With the development of chip-based SNP genotyping systems, DNA extracted from single seeds, as shown in maize in this report, can be used to genotype tens of thousands of SNP markers based on the currently available chip-based SNP genotyping system in maize (250 ng DNA for 1536 markers, Ed Buckler, Cornell University, Personal communication) to several million SNP markers as shown by Genome-Wide Human SNP Array 6.0 developed for human genotyping at Affymetrix, which needs 500 ng DNA for an array containing 1.8 million markers (http://www.affymetrix.com/products/arrays/specific/genome_wide_snp6/genome_wide_snp_6.affx). As a result, it is expected that seed DNA-based genotyping will replace leaf DNA-based genotyping in most cases, for all crops with relatively large seeds. The seed DNA-based genotyping process can be fully automated as has been achieved in some companies in order to operate truly high-throughput DNA extraction, which includes automation systems for sampling of endosperm and tracking samples during DNA extraction, genotyping and MAS. This helps improve the throughput and also avoid the soaking treatment required for facilitating sampling of endosperm. However, for most laboratory uses, particularly small- and medium-throughput genotyping, manual sampling after seed-soaking is likely to be the most viable option. At present, this method is being used in our laboratory for improvement of MAS for quality protein maize and provitamin A carotenoid traits using simple PCR-based markers. In addition, use with SNP markers is being optimized for large-scale application within the maize breeding program at CIMMYT.

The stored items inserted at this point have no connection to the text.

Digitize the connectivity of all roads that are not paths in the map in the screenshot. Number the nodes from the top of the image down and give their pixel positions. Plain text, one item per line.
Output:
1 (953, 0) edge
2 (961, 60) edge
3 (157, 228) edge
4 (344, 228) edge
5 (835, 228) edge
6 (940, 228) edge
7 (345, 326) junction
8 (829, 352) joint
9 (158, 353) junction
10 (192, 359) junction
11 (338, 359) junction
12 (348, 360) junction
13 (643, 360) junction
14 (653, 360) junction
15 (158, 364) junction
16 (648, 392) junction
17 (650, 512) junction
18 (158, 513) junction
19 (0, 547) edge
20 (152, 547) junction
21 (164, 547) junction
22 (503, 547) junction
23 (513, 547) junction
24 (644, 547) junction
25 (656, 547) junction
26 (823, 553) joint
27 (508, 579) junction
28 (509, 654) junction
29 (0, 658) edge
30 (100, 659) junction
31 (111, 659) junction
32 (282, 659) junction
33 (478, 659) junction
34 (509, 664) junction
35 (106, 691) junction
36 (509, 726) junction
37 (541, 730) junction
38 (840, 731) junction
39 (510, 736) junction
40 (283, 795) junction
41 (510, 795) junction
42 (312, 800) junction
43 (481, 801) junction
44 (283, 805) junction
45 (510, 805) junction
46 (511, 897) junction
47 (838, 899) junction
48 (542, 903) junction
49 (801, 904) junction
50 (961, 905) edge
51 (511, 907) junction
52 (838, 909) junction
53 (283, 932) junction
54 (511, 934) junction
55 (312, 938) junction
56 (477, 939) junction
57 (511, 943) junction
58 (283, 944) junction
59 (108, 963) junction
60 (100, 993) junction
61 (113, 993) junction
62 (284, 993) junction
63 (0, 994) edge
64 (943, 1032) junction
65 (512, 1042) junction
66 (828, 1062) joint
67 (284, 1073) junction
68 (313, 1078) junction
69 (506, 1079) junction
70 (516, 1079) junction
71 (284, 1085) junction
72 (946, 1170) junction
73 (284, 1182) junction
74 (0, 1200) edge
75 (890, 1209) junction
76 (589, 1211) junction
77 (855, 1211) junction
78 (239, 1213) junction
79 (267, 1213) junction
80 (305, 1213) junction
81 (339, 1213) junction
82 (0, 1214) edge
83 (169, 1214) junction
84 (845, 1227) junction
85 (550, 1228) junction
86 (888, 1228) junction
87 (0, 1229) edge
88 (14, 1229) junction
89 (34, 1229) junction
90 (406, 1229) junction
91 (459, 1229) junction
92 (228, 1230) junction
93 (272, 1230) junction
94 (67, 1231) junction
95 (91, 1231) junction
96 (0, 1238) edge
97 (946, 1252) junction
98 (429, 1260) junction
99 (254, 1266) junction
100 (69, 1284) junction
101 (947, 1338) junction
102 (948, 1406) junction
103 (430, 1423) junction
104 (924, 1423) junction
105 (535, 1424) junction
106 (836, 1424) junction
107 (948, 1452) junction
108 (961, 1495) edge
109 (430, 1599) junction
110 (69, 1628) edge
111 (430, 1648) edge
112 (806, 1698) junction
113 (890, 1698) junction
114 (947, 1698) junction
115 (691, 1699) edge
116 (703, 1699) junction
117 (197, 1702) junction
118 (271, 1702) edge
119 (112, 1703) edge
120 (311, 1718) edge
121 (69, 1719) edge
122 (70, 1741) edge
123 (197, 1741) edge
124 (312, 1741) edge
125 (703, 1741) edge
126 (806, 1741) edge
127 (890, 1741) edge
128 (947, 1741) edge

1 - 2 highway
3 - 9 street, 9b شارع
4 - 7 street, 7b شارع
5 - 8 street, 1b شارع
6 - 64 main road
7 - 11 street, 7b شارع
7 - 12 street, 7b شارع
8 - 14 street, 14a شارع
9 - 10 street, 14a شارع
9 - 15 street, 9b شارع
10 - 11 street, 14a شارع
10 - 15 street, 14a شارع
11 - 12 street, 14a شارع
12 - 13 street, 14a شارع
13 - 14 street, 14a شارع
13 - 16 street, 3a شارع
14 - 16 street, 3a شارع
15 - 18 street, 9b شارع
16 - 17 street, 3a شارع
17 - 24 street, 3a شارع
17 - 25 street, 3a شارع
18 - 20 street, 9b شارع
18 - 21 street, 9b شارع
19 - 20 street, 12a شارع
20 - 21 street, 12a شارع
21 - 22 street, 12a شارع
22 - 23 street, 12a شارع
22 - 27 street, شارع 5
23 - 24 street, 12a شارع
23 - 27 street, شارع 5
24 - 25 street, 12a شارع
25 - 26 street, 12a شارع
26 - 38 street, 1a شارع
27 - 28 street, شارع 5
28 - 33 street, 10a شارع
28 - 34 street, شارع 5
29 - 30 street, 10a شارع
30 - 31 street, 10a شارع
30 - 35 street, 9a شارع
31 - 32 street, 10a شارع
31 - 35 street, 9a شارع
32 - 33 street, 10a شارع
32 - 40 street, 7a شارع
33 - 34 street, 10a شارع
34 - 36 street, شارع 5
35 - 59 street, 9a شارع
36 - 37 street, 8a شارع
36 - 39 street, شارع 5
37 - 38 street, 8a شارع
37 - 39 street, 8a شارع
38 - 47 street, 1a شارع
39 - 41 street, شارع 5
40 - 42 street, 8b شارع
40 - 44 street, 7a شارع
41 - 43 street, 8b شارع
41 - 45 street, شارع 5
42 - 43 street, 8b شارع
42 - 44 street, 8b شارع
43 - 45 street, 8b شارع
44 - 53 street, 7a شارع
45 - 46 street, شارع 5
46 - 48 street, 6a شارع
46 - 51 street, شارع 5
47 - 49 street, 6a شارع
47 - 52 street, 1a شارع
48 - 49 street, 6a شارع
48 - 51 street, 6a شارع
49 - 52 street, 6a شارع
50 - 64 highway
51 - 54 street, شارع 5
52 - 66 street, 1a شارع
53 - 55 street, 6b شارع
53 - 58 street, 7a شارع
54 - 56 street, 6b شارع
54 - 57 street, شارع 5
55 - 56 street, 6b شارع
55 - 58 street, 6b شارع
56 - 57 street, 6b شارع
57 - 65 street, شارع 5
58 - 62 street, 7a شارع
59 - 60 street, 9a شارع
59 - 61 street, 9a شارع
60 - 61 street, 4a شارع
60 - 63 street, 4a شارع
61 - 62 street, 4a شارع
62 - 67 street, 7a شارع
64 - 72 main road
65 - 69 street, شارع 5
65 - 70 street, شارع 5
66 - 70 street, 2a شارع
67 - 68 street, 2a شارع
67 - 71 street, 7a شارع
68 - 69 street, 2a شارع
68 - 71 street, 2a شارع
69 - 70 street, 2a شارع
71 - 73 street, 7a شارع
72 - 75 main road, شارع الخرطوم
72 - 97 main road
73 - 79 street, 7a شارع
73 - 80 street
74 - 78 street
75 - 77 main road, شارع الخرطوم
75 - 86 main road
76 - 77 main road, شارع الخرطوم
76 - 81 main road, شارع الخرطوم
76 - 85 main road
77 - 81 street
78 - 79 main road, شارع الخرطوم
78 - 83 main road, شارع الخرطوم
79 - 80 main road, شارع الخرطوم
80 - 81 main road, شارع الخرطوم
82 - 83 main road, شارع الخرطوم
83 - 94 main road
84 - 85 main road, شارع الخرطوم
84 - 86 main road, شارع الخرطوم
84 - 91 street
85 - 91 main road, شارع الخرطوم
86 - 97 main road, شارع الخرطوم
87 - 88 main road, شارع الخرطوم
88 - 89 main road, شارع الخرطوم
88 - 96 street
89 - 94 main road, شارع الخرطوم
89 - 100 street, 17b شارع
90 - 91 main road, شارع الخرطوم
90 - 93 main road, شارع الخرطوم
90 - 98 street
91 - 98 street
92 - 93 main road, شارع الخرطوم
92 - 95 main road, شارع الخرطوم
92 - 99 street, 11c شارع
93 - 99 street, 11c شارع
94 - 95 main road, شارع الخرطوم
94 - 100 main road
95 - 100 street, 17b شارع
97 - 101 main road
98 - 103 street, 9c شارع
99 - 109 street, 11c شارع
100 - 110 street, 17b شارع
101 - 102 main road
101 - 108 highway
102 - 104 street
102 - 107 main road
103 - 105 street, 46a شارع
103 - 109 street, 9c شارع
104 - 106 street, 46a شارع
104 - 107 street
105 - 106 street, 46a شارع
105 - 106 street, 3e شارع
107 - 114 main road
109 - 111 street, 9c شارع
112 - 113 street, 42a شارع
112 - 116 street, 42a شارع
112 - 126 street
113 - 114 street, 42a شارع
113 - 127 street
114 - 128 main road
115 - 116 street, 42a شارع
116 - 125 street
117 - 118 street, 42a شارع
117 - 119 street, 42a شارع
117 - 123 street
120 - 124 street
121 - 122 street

In addition to facilitating MAS, single seed-based genotyping can be used in various aspects of genetics research and breeding programs. For example, identification of recombinant individuals from a large number of segregants, as required for near-isogenic line development and fine mapping in a specific chromosome region using several markers, can be simplified as only target recombinants will be selected for planting and phenotyping (e.g., Blair et al. 2003). Genetic studies of seed traits may not need to plant out any material as the seeds segregating for the target trait can be used for both genotyping and phenotyping. Single seed-based genotyping also provides a unique opportunity for genetic studies of fertilization related processes including abnormal fertilization and apomixis. With the increased application of double-haploid techniques in plant breeding, particularly in large commercial maize breeding programs, the demand on individual-based genotyping during breeding cycles will drastically decrease while the efficiency and accuracy of haploid identification will need to be improved. Single seed-based genotyping may be used to identify double haploid plants based on endopsperm genotype without the use of conventional morphological markers, as shown by leaf-DNA based fingerprinting (Belicuas et al. 2007).

There are several issues to be considered before the seed DNA-based genotyping system developed in this report can be extended to other crops (Xu et al. 2008). First, crops should have relatively large seeds with at least 8–10 mg of endosperm or cotyledon that can be sampled for DNA extraction, particularly for agarose gel-based genotyping. Second, seed texture should be suitable for sampling or the seed should be able to tolerate soaking without significant adverse effects on the rate of germination. Third, the pericarp contamination during seed tissue excision should be at a relatively low level unless the pericarp can be easily removed during the sampling process. Finally, tailoring of the DNA extraction protocol may be required for crops with special seed compositions. DNA extraction from seeds has been reported for several crops (Chunwongse et al. 1993; Hee et al. 1998; Sangtong et al. 2001; von Post et al. 2003, Chenault et al. 2007). However, the seed DNA-based genotyping system reported here can be easily scaled-up using the automated PCR system developed by Dayteg et al. (2007), and could be modified for all other crops except for those with very small seeds. It can be expected that this approach would be a good alternative to leaf DNA-based genotyping for many crops for applications such as intellectual property protection fingerprinting, transgene detection, genetic testing for varietal purity and hybridity, gene mapping, genetic diversity analysis, and MAS.